My family and I met with lawmakers dozens of times in the aftermath of the shooting. We implored them to take action, to act on a bill expanding background checks to all gun sales.
The shooter who killed my brother was able to buy a gun even though he never should have been able to. He failed a background check when he attempted to buy a firearm from a federally licensed dealer, but he was later able to find a stranger online who sold him a gun without a background check.
We repeatedly heard promises from lawmakers that they would draft background check legislation. It's a desperately needed, commonsense solution. Each year, an average of more than 69,000 ads are posted on just one website in Texas for firearm sales that would not require a background check.
Texas adopts permitless carry law
Instead, our lawmakers passed permitless carry, which will let people carry loaded handguns in public with no background check and no safety training. This law goes into effect Wednesday.
After a mass shooting that killed more than two dozen people at a church in Sutherland Springs in 2017, Gov. Greg Abbott promised that discussions he was having around proposed gun laws “weren’t just for show and for people to go off into the sunset and do nothing.”
He then promised after the murders in Odessa that “the status quo in Texas is unacceptable," and that the state must broaden its efforts.
Abbott failed to keep his promises. He failed to act.
When Abbott signed permitless carry into law in June, he showed yet again whom he’s looking out for. He picked the National Rifle Association's extremist agenda over the 81% of Texans who supported our state’s permitting system.
The governor sat near Wayne LaPierre, who has spent NRA member dues on private jets and lawyers, and rejected the scores of doctors, law enforcement professionals, faith leaders and gun violence survivors begging him to do the right thing.
Gun violence is a public health emergency
Until the NRA's recent cancellation of its Houston convention, Abbott had rolled out the red carpet for its leadership to come into our state and take a victory lap.

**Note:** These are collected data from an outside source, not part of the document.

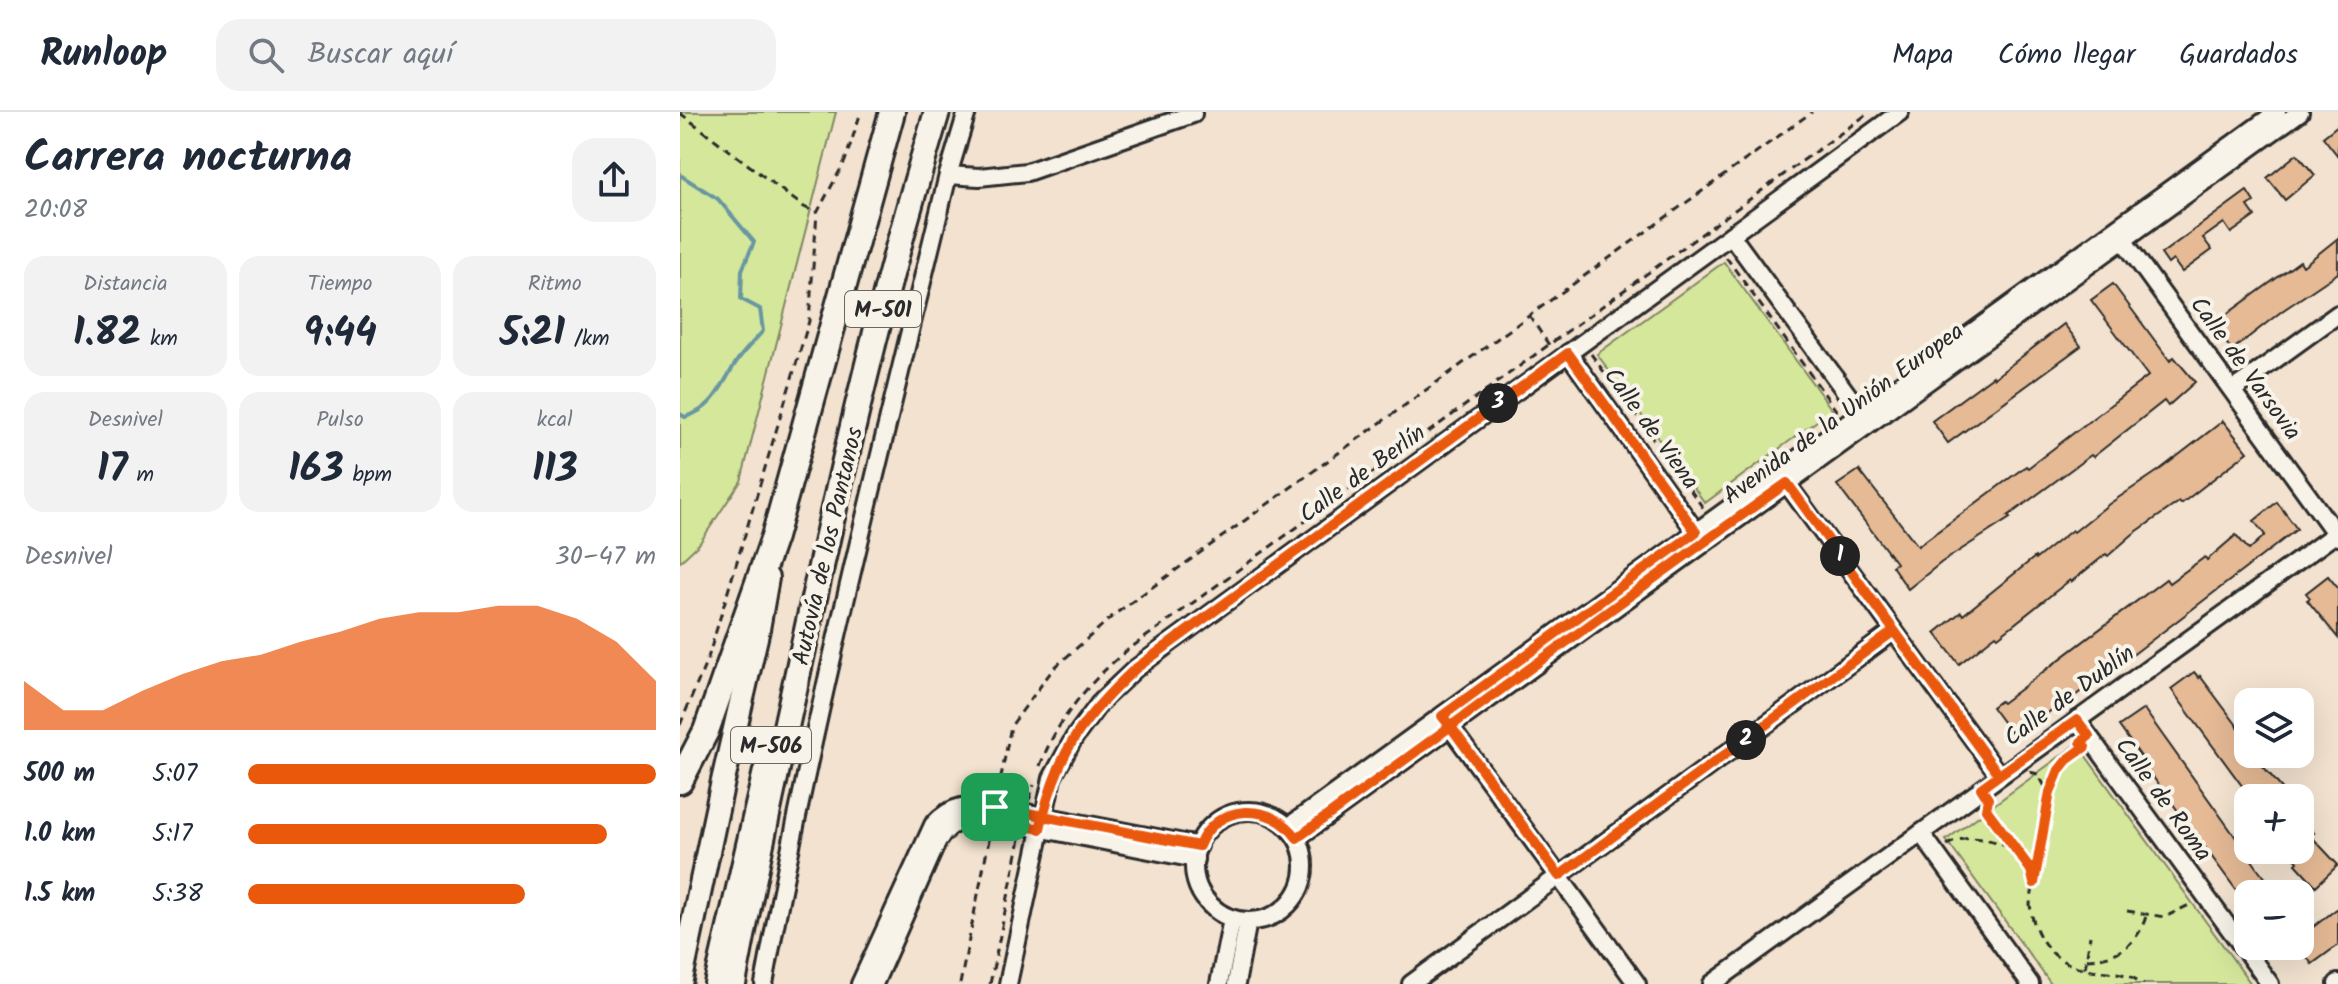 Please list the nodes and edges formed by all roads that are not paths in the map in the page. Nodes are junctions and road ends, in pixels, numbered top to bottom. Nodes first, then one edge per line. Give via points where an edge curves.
1 (892, 112) edge
2 (937, 112) edge
3 (967, 112) edge
4 (1900, 112) edge
5 (2277, 112) edge
6 (2300, 112) edge
7 (1193, 114) dead end
8 (948, 175) junction
9 (2119, 234) junction
10 (1724, 240) junction
11 (2338, 314) edge
12 (1568, 353) junction
13 (2233, 390) junction
14 (1861, 413) junction
15 (1783, 478) junction
16 (834, 508) junction
17 (1696, 532) junction
18 (2337, 534) edge
19 (774, 537) junction
20 (1894, 631) junction
21 (2077, 720) junction
22 (1446, 722) junction
23 (1999, 775) junction
24 (680, 781) edge
25 (994, 813) junction
26 (1041, 822) junction
27 (1293, 833) junction
28 (1921, 833) junction
29 (1197, 853) junction
30 (1559, 876) junction
31 (782, 888) junction
32 (1240, 920) junction
33 (680, 984) edge
34 (716, 984) edge
35 (733, 984) edge
36 (764, 984) edge
37 (775, 984) edge
38 (860, 984) edge
39 (874, 984) edge
40 (1008, 984) edge
41 (1219, 984) edge
42 (1236, 984) edge
43 (1411, 984) edge
44 (1637, 984) edge
45 (1712, 984) edge
46 (2030, 984) edge
47 (2270, 984) edge

1 - 19 highway, Autovía de los Pantanos / M-501
2 - 16 highway, Autovía de los Pantanos / M-501
3 - 8 street
4 - 10 street, Calle de Berlín
5 - 9 street, Avenida de la Unión Europea
6 - 9 street, Avenida de la Unión Europea
7 - 8 street via 1027,172
8 - 31 street
9 - 13 street, Calle de Varsovia
9 - 14 street, Avenida de la Unión Europea
9 - 15 street, Avenida de la Unión Europea
10 - 12 street, Calle de Berlín via 1578,335
10 - 14 street
11 - 13 street
12 - 17 street, Calle de Viena
12 - 26 street, Calle de Berlín via 1135,669 1102,700 1074,738 1052,778
13 - 18 street, Calle de Varsovia
14 - 15 street, Avenida de la Unión Europea
15 - 17 street, Avenida de la Unión Europea
15 - 20 street
15 - 22 street, Avenida de la Unión Europea
16 - 34 main road, M-506 via 799,622
16 - 35 highway, Autovía de los Pantanos / M-501
17 - 22 street, Avenida de la Unión Europea
18 - 21 street, Calle de Dublín
19 - 24 highway, Autovía de los Pantanos / M-501 via 706,731
19 - 33 main road, M-506
20 - 23 street
20 - 30 street
21 - 23 street, Calle de Dublín
21 - 47 street, Calle de Roma
22 - 27 street, Avenida de la Unión Europea
22 - 30 street
23 - 28 street, Calle de Dublín
25 - 26 street
25 - 38 street via 960,805 933,825
25 - 39 street via 962,818 944,832
26 - 29 street
26 - 40 street, Calle de Berlín
27 - 29 street via 1267,813 1231,814 1202,837
27 - 32 street via 1303,853 1300,889 1275,915
28 - 45 street, Calle de Dublín
28 - 46 street via 1939,844
29 - 32 street via 1194,872 1199,889 1209,904
30 - 43 street
30 - 44 street
31 - 36 street
31 - 37 street
32 - 41 street
32 - 42 street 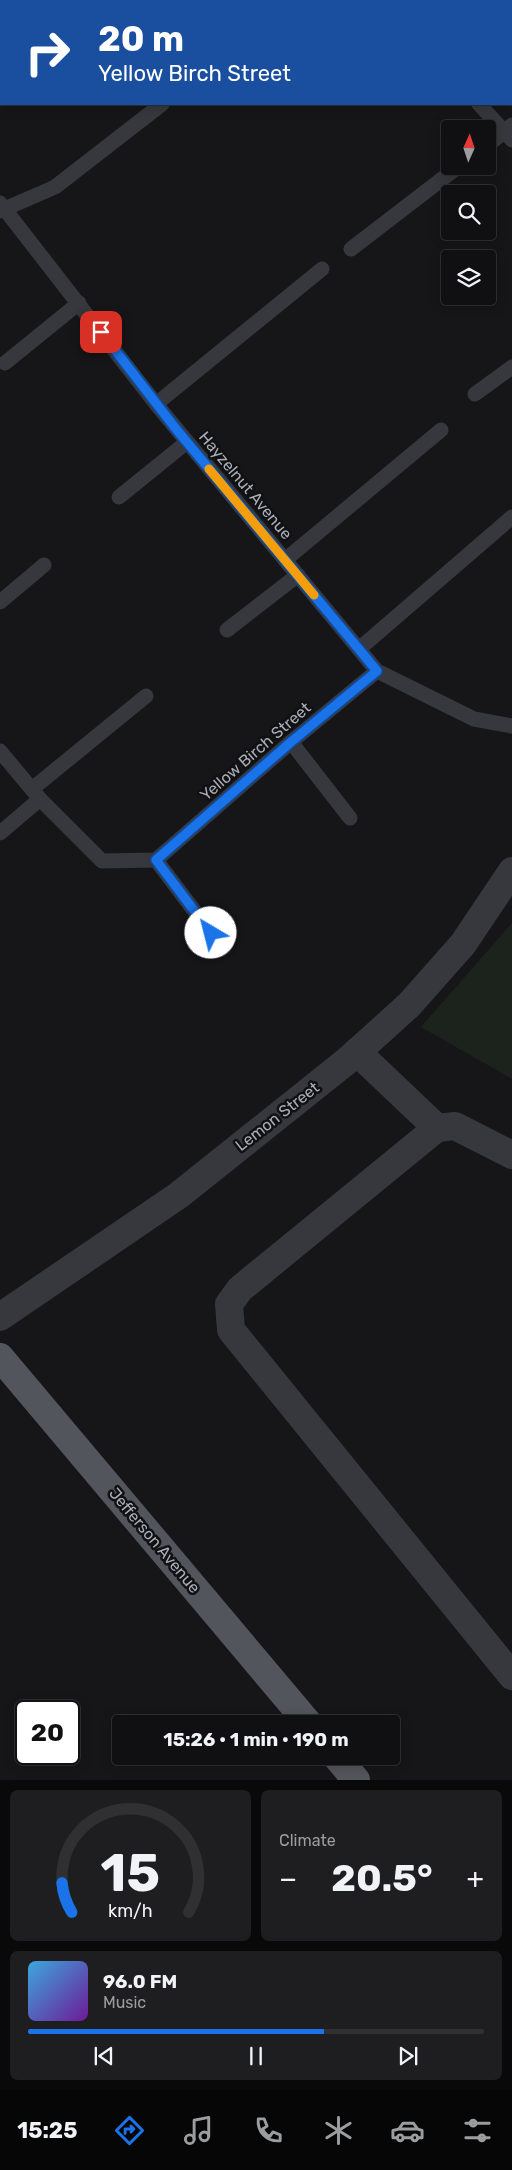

The NRA said it canceled its convention out of a concern for public health amid the pandemic.
Where was this supposed concern for public health when it forced permitless carry through the legislature? Texans, including my brother, have paid for laws that disregard public health experts with their lives.
Tuesday, I mourn for my brother and for the hole torn through my family two years ago. Wednesday, I mourn for all Texans, now in even more danger with permitless carry going into effect.
And for the rest of my life, I will fight for commonsense gun safety laws and against those who would put our lives at risk by rolling them back.
Carla Byrne is a volunteer leader with the Texas chapter of Moms Demand Action.